Correlation of CTC clusters with clinicopathological data
In addition to total CTC counts, the number of CTC clusters were also evaluated and assessed independently for clinical significance. No association was found between the total number of CTC clusters in a pre- or post- chemotherapy sample (also assessed as positive or negative for clusters) and the clinical factors of patient age, BMI, tumour subtype, receptor status, tumour grade, clinical or pathological tumour stage, LVI, radiological response or Miller Payne Grade. However, if we categorise clusters as < or >2 we do observe a correlation pre-treatment counts and BMI, p<0.05. The number of cells in each cluster was also counted as displayed in supplementary Table 1 but no correlation in this total cell count was observed with clinical parameters.
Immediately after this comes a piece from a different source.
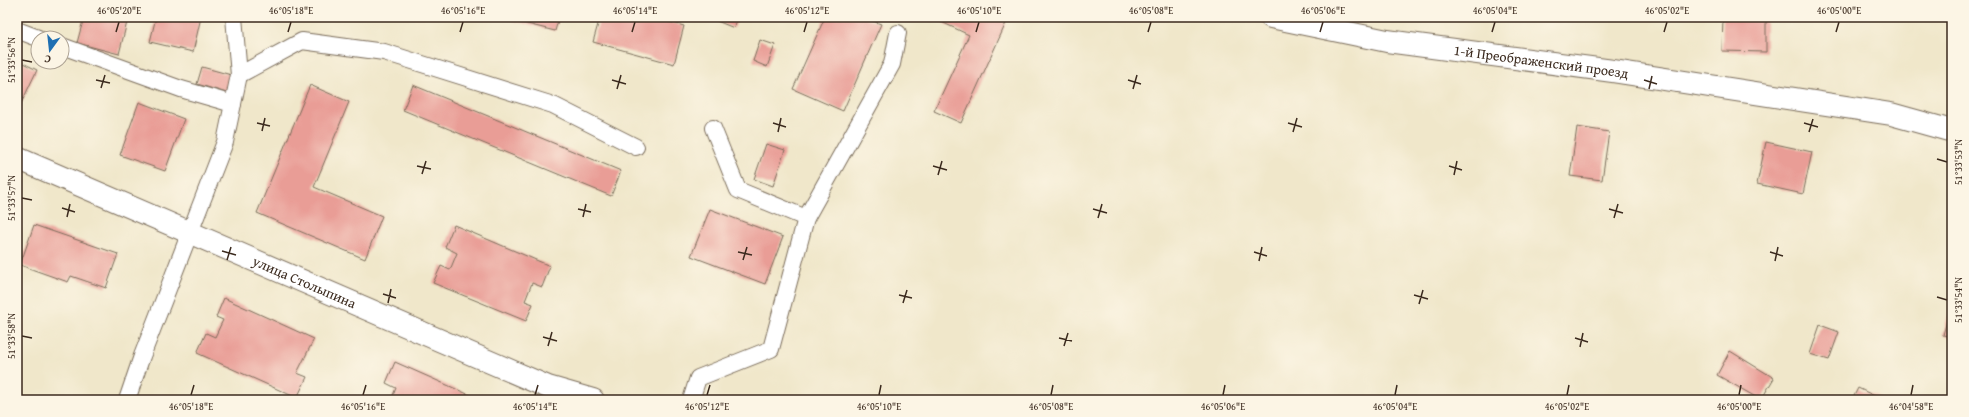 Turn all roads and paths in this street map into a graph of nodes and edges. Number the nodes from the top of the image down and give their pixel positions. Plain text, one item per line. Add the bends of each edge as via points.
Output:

In relation to other blood parameters, no correlation was seen between CTC cluster counts and haemoglobin level, haematocrit, white cell count, CA153 if available and platelet count.
At baseline, 13 patients were negative for CTC clusters, 5 patients had 1-4 CTC clusters and 8 patients had >5 CTC clusters. The median baseline number of clusters was 0.5 (0-40). The change in CTC clusters was again very variable between patients (Supplementary Figure 2). Post chemotherapy, 10 patients were negative for CTC clusters, 9 patients had <5 CTC clusters and 7 patients had >5 CTC clusters. The median post-chemotherapy CTC cluster value was 1.5 (0-26). Overall, 11 (42%) patients experienced an increase in CTC clusters, 10 had a decrease in CTC clusters and 5 remained unchanged.
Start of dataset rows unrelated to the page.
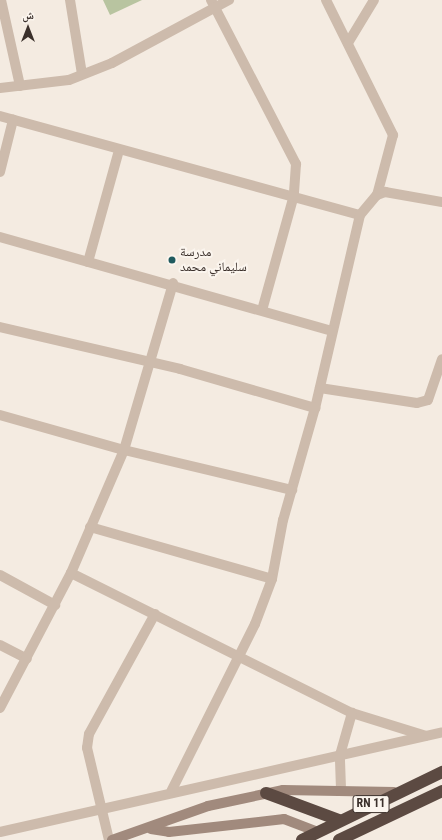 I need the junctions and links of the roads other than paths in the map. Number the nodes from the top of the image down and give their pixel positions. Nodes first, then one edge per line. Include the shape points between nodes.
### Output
1 (1, 0) edge
2 (70, 0) edge
3 (229, 0) edge
4 (326, 0) edge
5 (374, 0) edge
6 (213, 4) edge
7 (3, 23) edge
8 (348, 43) junction
9 (82, 74) junction
10 (20, 86) junction
11 (0, 88) edge
12 (0, 116) edge
13 (14, 120) junction
14 (119, 150) junction
15 (0, 172) edge
16 (294, 195) junction
17 (377, 195) junction
18 (442, 202) edge
19 (360, 215) junction
20 (0, 237) edge
21 (88, 262) junction
22 (173, 283) junction
23 (262, 310) junction
24 (0, 328) edge
25 (332, 331) junction
26 (442, 359) edge
27 (147, 363) junction
28 (320, 388) junction
29 (315, 408) junction
30 (0, 415) edge
31 (124, 450) junction
32 (292, 490) junction
33 (90, 527) junction
34 (71, 573) junction
35 (0, 574) edge
36 (272, 579) junction
37 (54, 605) junction
38 (155, 614) junction
39 (0, 645) edge
40 (236, 658) junction
41 (27, 660) junction
42 (0, 708) edge
43 (352, 713) junction
44 (442, 732) edge
45 (427, 737) junction
46 (340, 756) junction
47 (442, 772) edge
48 (341, 789) junction
49 (172, 790) junction
50 (442, 791) edge
51 (394, 792) junction
52 (266, 793) junction
53 (102, 806) junction
54 (339, 820) junction
55 (151, 829) junction
56 (316, 831) junction
57 (1, 832) edge
58 (110, 840) edge
59 (302, 840) edge
60 (340, 840) edge

1 - 7 street
2 - 9 street
3 - 6 street
4 - 8 street
5 - 8 street
6 - 9 street via 112,63
6 - 16 street via 294,157 297,170
7 - 10 street
8 - 17 street via 393,134
9 - 10 street
10 - 11 street
12 - 13 street
13 - 14 street
13 - 15 street
14 - 16 street
14 - 21 street
16 - 19 street
16 - 23 street
17 - 18 street via 387,192
17 - 19 street
19 - 25 street
20 - 21 street
21 - 22 street
22 - 23 street
22 - 27 street
23 - 25 street
24 - 27 street
25 - 28 street
26 - 28 street via 428,400 416,403
27 - 29 street
27 - 31 street
28 - 29 street
29 - 32 street
30 - 31 street
31 - 32 street
31 - 33 street
32 - 36 street
33 - 34 street
33 - 36 street
34 - 37 street
34 - 38 street
35 - 37 street
36 - 40 street
37 - 41 street
38 - 40 street
38 - 53 street via 89,734 87,748
39 - 41 street
40 - 43 street
40 - 49 street
41 - 42 street
43 - 45 street
43 - 46 street
44 - 45 street
45 - 46 street
46 - 48 street
46 - 49 street
47 - 51 highway, RN 11
48 - 51 street
48 - 52 street
49 - 53 street
50 - 60 highway, RN 11
51 - 54 highway, RN 11
52 - 54 highway
52 - 55 street via 208,806 162,821
53 - 57 street
53 - 58 street
54 - 56 highway, RN 11
55 - 56 street via 169,832 284,819
55 - 58 street
56 - 59 highway, RN 11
Correlation of CTCs with clinical outcome
We were unable to assess the prognostic potential of the CTC counts in our study to date as very few of the patients have presented with a recurrence. Only observational data can be presented at this stage. As outlined in Supplementary Table 1, following a 3-year follow-up, 21 patients are currently alive with no evidence of disease (ANED), 3 patients have had a recurrence (AWD) and 2 patients have died of disease (DOD). Of the 2 patients that died of disease, both had an increase in CTCs following chemotherapy, 1 had no CTCs at baseline. Of the 3 patients that had a recurrence, 1 had a decrease in CTCs post chemo, 1 had no change in CTCs between the pre and post chemo sample and the 3rd had an increase in CTCs (in particular in clusters). At this stage it would seem that the presence of CTCs post chemotherapy will have some prognostic potential, but it is not possible to reliably say this at this point. It is our intention to review this data for a 5-year follow-up and beyond if necessary.